There have been several attempts to produce a workstation-like machine specifically for the lowest possible price point as opposed to performance. One approach is to remove local storage and reduce the machine to the processor, keyboard, mouse and screen. In some cases, these diskless nodes would still run a traditional OS and perform computations locally, with storage on a remote server; in other cases (on machines that would today be described as thin clients), the local device would fill a niche much closer to a terminal than a computer, displaying tasks executing on the remote server. These approaches are intended not just to reduce the initial system purchase cost, but lower the total cost of ownership by reducing the amount of administration required per user.

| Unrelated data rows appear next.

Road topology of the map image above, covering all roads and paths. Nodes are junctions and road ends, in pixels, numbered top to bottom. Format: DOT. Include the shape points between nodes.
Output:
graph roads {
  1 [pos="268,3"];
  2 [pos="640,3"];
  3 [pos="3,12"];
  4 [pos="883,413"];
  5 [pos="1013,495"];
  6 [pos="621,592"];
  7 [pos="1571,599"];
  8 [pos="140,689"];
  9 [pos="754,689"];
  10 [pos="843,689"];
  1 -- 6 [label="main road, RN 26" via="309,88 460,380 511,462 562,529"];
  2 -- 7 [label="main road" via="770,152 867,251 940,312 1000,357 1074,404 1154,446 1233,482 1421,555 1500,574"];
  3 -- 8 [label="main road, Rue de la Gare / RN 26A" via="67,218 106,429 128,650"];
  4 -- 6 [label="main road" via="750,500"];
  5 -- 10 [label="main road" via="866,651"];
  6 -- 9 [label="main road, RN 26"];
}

This approach was actually first attempted as a replacement for PCs in office productivity applications, with the 3Station by 3Com as an early example; in the 1990s, X terminals filled a similar role for technical computing. Sun has also introduced "thin clients", most notably its Sun Ray product line. However, traditional workstations and PCs continue to drop in price, which tends to undercut the market for products of this type.

What makes a workstation?

Consumer products such as PCs (and even game consoles) today use components that are often at or near the cutting edge of technology; this makes the decision of whether or not to purchase a workstation much less clear-cut for many organizations than it had been in the past. Sometimes these systems are still required, but many places opt for the less expensive, if more fault-prone, PC-level hardware.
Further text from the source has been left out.